You know, the consequences. Then you have to grow a group identity, which is becoming us. That's the second book and that's the adult and parent stage. And then the third one is on seniors. And that's how do you actually go beyond your own identity as an individual in a group and form a community identity that looks like the people of God, because as far as I can tell God's goal throughout.

Scripture from the beginning to the end is to create a people of God, uh, that goes on from generation to generation. So, you know, how do we live into that and what do we need to learn and how do we need to train each other to be those kinds of people is what I'm discussing in that one.
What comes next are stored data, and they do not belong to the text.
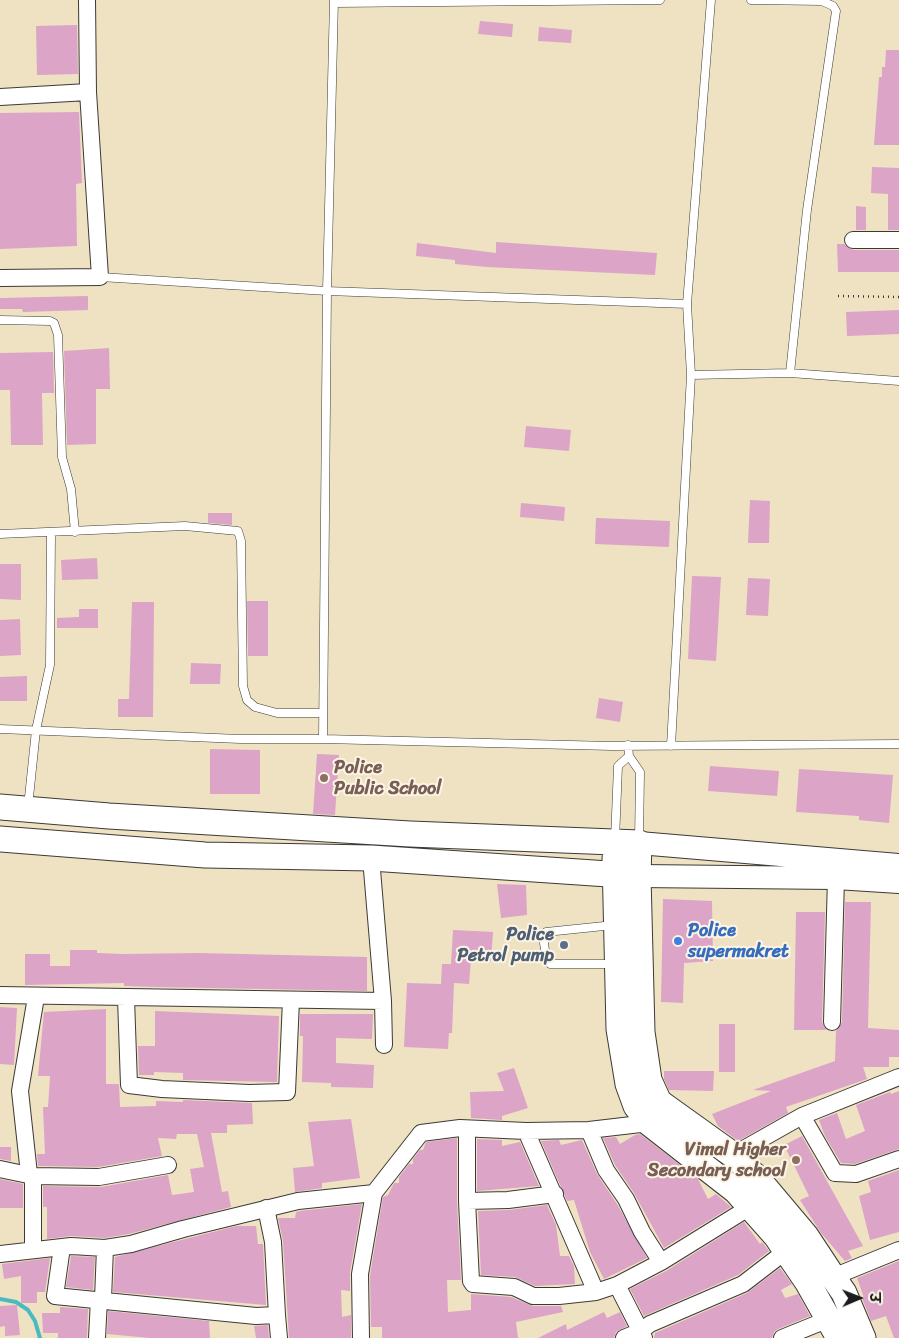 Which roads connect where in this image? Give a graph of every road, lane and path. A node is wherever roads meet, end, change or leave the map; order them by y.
1 (87, 0) edge
2 (660, 0) edge
3 (711, 0) edge
4 (751, 0) edge
5 (334, 1) edge
6 (88, 92) junction
7 (0, 97) edge
8 (854, 240) dead end
9 (899, 240) edge
10 (100, 277) junction
11 (0, 278) edge
12 (326, 291) junction
13 (838, 296) dead end
14 (899, 297) edge
15 (687, 304) junction
16 (0, 320) edge
17 (790, 373) junction
18 (690, 376) junction
19 (899, 381) edge
20 (75, 532) junction
21 (0, 534) edge
22 (51, 534) junction
23 (323, 713) junction
24 (0, 729) edge
25 (36, 730) junction
26 (323, 739) junction
27 (899, 744) edge
28 (628, 746) junction
29 (671, 746) junction
30 (629, 756) junction
31 (0, 807) edge
32 (28, 808) junction
33 (0, 839) edge
34 (615, 842) junction
35 (639, 843) junction
36 (371, 858) junction
37 (899, 865) edge
38 (627, 875) junction
39 (836, 878) junction
40 (899, 882) edge
41 (616, 925) junction
42 (617, 964) junction
43 (0, 995) edge
44 (36, 997) junction
45 (126, 998) junction
46 (291, 1000) junction
47 (382, 1002) junction
48 (832, 1022) dead end
49 (384, 1045) dead end
50 (899, 1077) edge
51 (802, 1116) junction
52 (649, 1123) junction
53 (468, 1129) junction
54 (588, 1130) junction
55 (526, 1131) junction
56 (733, 1155) junction
57 (899, 1159) edge
58 (168, 1165) dead end
59 (0, 1169) edge
60 (31, 1175) junction
61 (374, 1193) junction
62 (555, 1194) junction
63 (467, 1200) junction
64 (750, 1207) junction
65 (266, 1208) junction
66 (62, 1247) junction
67 (104, 1248) junction
68 (33, 1249) junction
69 (899, 1250) edge
70 (786, 1251) junction
71 (0, 1254) edge
72 (661, 1262) junction
73 (833, 1277) junction
74 (617, 1285) junction
75 (596, 1292) junction
76 (101, 1299) junction
77 (276, 1315) junction
78 (834, 1328) edge
79 (643, 1334) edge
80 (98, 1338) edge
81 (105, 1338) edge
82 (279, 1338) edge
83 (361, 1338) edge
84 (624, 1338) edge
85 (782, 1338) edge
86 (863, 1338) edge

1 - 6 street
2 - 5 lane
3 - 15 lane
4 - 17 lane
5 - 12 lane
6 - 7 street
6 - 10 street
8 - 9 street
10 - 11 street
10 - 12 lane
12 - 15 lane
12 - 23 lane
13 - 14 path
15 - 18 lane
16 - 20 lane
17 - 18 lane
17 - 19 lane
18 - 29 lane
20 - 22 lane
20 - 23 lane
21 - 22 lane
22 - 25 lane
23 - 26 lane
24 - 25 lane
25 - 26 lane
25 - 32 lane
26 - 28 lane
27 - 29 lane
28 - 29 lane
28 - 30 lane
30 - 34 lane
30 - 35 lane
31 - 32 main road
32 - 34 main road
33 - 36 main road
34 - 35 main road
34 - 38 main road
35 - 37 main road
35 - 38 main road
36 - 38 main road
36 - 47 street
38 - 39 main road
38 - 41 main road
38 - 56 main road
39 - 40 main road
39 - 48 street
41 - 42 main road
41 - 42 lane
42 - 52 main road
43 - 44 street
44 - 45 street
44 - 60 street
45 - 46 street
45 - 46 street
46 - 47 street
47 - 49 street
50 - 51 street
51 - 56 street
51 - 57 street
52 - 54 street
52 - 64 main road
53 - 55 street
53 - 61 street
53 - 63 street
54 - 55 street
54 - 72 street
55 - 62 street
56 - 73 main road
58 - 60 street
59 - 60 street
60 - 68 street
61 - 65 street
61 - 83 street
62 - 63 street
62 - 75 street
63 - 75 street
64 - 70 main road
64 - 72 street
65 - 67 street
65 - 77 street
66 - 67 street
66 - 68 street
66 - 76 street
67 - 76 street
68 - 71 street
69 - 73 street
70 - 78 main road
70 - 79 street
72 - 74 street
73 - 86 main road
74 - 75 street
74 - 79 street
76 - 77 street
76 - 80 street
77 - 82 street
78 - 85 street
79 - 84 street
80 - 81 street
Talk about becoming a more human community.

I really think God thought being human was a good thing. We usually say, well, that's only human, you know, and we screw up, but no, this is what were we intended to be when we look at what God was creating in my life. So I'm, I'm telling the stories of what I've learned along the way by watching a lot of different cultures and situations, and maybe we can learn something from it.

[00:36:56] Geoff Holsclaw: Excellent. Well, that, uh, growing a more human community, we'll put that in the show notes, uh, and you're connected with, uh, life model work, uh, so that'll all be, uh, in the show notes also. Well, thanks for taking a little bit of time just to kind of continue this neuro theology conversation, uh, as well as clear the air about some of the misconceptions.

I really appreciate it.

[00:37:16] Jim Wilder: Great being with you, Geoff, and keep up the good work.